Town of Cheektowaga adds ADA-compliant equipment to Stiglmeier playground

Aug 7, 2020

It's the first of its kind in a Town of Cheektowaga park. Newly installed playground equipment that complies with the Americans with Disabilities Act is available, allowing children living with disabilities the opportunity to join their non-disabled peers.

The new additions to playground equipment in Stiglmeier Park include two accessible swings, with bucket seats and straps to keep the child secured, and a ground-level merry-go-round which allows a wheelchair to be rolled inside. The pieces are located above a smooth, rubber surface which allows access directly from the parking lot.

State Assemblymember Monica Wallace gives Town of Cheektowaga Supervisor Diane Benczkowski a spin in a specially-designed merry-go-round that allows access to children living with disabilities. Behind Wallace are two accessible swings. The new ADA-compliant playground equipment is now available for use in the town's Stiglmeier Park.
Credit Michael Mroziak, WBFO

Cheektowaga Town Supervisor Diane Benczkowski and State Assemblymember Monica Wallace demonstrated the equipment Friday morning.

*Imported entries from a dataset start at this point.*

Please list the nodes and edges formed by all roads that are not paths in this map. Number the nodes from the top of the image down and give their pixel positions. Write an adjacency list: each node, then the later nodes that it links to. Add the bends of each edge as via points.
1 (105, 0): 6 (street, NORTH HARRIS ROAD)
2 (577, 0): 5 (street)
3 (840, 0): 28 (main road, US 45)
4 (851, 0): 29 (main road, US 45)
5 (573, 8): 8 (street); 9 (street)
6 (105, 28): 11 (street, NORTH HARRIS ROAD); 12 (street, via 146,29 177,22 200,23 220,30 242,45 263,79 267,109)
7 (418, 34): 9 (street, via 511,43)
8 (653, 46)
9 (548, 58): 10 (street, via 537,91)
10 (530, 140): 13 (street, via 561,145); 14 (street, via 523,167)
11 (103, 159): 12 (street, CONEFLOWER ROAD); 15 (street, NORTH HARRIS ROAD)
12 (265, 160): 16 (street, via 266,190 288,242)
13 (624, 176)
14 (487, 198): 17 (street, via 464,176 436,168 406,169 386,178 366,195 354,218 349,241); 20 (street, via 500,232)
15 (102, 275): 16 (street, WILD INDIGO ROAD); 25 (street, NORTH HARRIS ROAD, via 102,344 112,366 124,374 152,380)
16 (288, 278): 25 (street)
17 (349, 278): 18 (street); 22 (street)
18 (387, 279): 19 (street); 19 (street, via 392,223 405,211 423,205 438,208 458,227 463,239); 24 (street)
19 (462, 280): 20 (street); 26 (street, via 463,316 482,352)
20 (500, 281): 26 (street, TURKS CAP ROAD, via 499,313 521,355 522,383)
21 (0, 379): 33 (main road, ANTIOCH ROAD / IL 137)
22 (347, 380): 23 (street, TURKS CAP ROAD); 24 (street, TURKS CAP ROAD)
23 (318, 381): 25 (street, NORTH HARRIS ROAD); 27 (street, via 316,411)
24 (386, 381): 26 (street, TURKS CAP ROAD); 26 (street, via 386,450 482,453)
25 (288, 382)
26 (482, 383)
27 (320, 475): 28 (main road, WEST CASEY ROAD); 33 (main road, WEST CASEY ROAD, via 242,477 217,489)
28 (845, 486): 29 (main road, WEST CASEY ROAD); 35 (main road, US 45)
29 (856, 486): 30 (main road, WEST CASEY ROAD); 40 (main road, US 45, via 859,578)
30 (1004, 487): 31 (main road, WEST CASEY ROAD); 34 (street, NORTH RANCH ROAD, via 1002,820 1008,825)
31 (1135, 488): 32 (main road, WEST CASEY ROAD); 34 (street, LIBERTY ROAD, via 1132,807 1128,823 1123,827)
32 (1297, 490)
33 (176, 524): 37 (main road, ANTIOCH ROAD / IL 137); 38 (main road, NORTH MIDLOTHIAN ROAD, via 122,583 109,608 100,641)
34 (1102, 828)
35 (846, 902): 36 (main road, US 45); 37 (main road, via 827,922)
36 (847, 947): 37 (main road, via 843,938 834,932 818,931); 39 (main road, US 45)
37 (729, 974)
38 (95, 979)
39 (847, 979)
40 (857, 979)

"We made sure that there was a sidewalk path right from the parking lot, the sidewalks, right down, so you can wheel right into that merry-go-round behind me and wheel the wheelchair right on the merry-go-round," Benczkowski said. "And the special needs child can be playing with all the children, so they don't feel left out.”

The equipment cost $30,000 to install. Wallace provided a new $10,000 state grant, while the Town of Cheektowaga came up with $20,000 from previous state grants.

Wallace says as an elected official, and also a mother, the project was important. The new equipment in Stiglmeier Park is the first in any Cheektowaga town playground, as well as anywhere in Wallace's Assembly District, which also covers Lancaster.

Buildings and sidewalks have been adjusted over the years to comply with ADA standards. Wallace was asked if mandatory ADA compliance may one day come to playgrounds.

"That's an interesting question. I think we like to encourage people to do it right now. Money is going to be very tight in the next two years," she replied. "I think at least in the short term, we'd like to encourage people to do that. I know there have been some private foundations that have stepped up and helped provide playground equipment. I'm not sure about requiring it, but absolutely encouraging it is what I would say in the foreseeable future."